━━━━━ DATASET EXTRACT ━━━━━

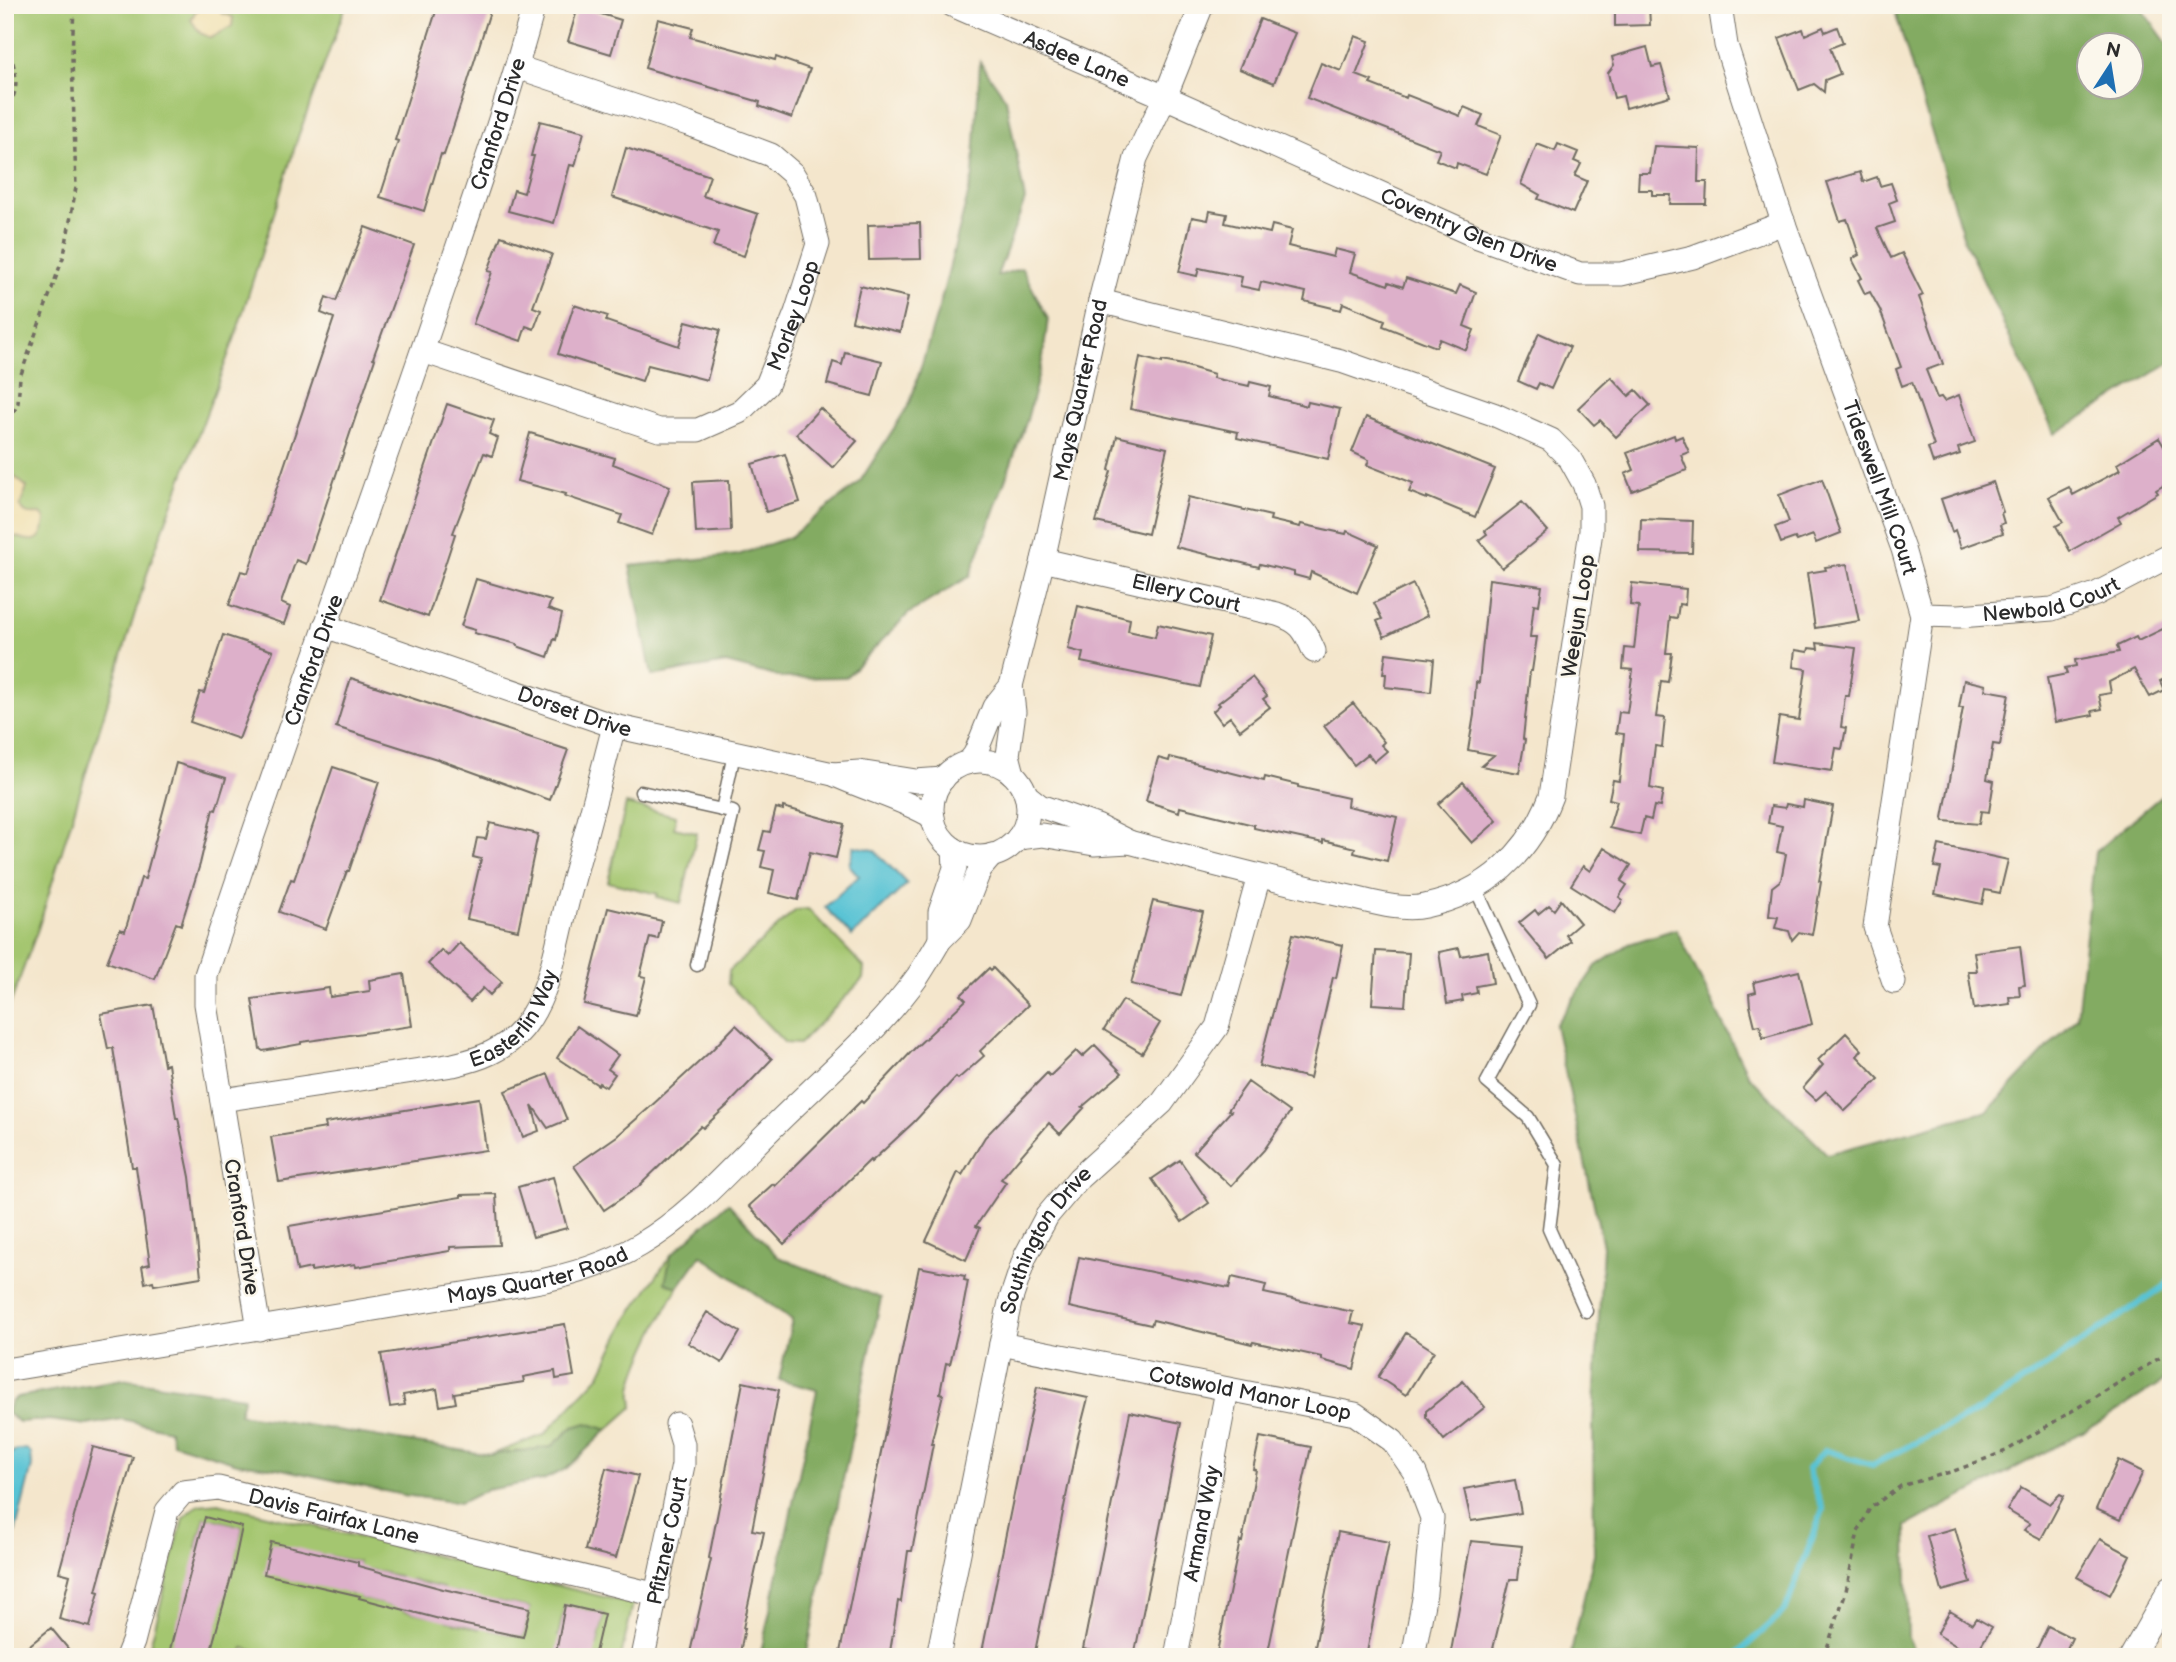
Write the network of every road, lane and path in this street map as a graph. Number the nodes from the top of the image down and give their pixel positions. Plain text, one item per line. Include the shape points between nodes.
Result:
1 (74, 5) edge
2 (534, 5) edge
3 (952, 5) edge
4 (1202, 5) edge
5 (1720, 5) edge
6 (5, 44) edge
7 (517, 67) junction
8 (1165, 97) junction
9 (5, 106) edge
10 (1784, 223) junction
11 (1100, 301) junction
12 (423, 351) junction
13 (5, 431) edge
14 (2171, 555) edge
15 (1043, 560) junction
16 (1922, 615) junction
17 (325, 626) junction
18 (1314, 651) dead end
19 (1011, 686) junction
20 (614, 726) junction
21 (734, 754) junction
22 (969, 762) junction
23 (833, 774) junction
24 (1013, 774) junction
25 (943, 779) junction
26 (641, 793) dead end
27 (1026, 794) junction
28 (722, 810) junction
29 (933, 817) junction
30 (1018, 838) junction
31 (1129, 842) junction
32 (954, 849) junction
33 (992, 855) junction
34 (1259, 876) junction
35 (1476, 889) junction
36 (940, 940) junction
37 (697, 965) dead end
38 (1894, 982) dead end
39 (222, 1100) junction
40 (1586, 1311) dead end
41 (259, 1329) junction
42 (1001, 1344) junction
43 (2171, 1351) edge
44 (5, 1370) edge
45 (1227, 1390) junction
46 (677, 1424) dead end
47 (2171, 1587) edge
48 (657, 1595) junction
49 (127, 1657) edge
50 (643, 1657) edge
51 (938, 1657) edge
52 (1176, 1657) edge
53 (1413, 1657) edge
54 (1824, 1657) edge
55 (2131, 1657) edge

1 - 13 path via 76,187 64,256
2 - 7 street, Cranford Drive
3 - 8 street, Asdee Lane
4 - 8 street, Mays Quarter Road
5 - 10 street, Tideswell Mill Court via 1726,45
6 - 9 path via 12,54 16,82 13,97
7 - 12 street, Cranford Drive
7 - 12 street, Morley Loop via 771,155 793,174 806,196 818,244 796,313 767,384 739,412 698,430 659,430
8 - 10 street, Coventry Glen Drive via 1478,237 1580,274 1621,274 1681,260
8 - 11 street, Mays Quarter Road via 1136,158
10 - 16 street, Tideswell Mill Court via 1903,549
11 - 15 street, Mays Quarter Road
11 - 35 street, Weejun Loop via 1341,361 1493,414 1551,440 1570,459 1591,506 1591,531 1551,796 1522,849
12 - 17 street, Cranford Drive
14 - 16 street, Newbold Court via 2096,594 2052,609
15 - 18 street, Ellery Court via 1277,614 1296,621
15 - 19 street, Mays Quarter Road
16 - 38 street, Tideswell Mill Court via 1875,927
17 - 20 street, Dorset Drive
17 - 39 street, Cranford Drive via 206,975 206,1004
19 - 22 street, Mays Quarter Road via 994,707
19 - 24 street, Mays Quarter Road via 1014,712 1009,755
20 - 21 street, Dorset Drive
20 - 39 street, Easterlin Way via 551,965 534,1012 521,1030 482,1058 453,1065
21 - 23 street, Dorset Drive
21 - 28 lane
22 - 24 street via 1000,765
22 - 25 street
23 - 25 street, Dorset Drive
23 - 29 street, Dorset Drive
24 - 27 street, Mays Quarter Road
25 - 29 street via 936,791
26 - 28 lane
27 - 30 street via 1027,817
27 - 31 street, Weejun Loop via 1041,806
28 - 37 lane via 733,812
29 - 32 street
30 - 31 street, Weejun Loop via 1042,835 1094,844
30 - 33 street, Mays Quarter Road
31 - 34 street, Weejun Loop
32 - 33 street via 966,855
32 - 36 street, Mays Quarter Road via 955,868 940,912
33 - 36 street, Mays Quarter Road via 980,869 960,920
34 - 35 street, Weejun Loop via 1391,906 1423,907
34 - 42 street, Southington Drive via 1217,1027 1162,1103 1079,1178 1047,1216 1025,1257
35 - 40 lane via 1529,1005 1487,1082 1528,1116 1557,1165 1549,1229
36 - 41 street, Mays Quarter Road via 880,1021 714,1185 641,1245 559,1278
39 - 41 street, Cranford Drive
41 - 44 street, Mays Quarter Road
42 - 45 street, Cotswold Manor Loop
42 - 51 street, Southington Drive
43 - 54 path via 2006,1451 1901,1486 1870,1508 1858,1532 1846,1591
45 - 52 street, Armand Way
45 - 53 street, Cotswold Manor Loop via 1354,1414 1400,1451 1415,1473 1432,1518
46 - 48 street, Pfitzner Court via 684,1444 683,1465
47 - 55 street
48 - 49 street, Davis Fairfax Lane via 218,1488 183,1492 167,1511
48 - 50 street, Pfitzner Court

━━━━━

▶ **WHAT IS EXPECTED**
The answer must be every line from the records above that contains the word "Mill", copied in full.

▶ **ANSWER SECTION**
5 - 10 street, Tideswell Mill Court via 1726,45
10 - 16 street, Tideswell Mill Court via 1903,549
16 - 38 street, Tideswell Mill Court via 1875,927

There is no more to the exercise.